*** Opening EXERCISE MATERIAL ***
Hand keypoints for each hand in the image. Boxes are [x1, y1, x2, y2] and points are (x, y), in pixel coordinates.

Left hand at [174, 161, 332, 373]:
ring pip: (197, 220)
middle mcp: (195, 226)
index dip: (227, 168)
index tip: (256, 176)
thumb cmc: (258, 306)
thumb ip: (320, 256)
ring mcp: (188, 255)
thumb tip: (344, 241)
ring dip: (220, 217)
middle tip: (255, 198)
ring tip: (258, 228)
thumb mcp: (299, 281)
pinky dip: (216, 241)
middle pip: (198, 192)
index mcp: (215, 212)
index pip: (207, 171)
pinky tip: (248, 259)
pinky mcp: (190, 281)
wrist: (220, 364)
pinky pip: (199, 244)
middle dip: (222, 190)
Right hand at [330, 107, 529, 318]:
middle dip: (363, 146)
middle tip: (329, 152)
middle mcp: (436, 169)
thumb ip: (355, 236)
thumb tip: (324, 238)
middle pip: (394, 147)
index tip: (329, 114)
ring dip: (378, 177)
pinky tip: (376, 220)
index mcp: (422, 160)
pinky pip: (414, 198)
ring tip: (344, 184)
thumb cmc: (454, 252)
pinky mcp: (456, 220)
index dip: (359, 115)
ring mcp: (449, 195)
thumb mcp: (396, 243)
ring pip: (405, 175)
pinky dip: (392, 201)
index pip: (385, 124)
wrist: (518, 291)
*** Closing EXERCISE MATERIAL ***
## EXERCISE BRIEF
Nothing outside the span should appear: transcribe the lines from the one containing "pinky pip: (414, 198)" through the last line of the records.

## RESULT FOR THIS EXERCISE
pinky pip: (414, 198)
ring tip: (344, 184)
thumb cmc: (454, 252)
pinky mcp: (456, 220)
index dip: (359, 115)
ring mcp: (449, 195)
thumb mcp: (396, 243)
ring pip: (405, 175)
pinky dip: (392, 201)
index pip: (385, 124)
wrist: (518, 291)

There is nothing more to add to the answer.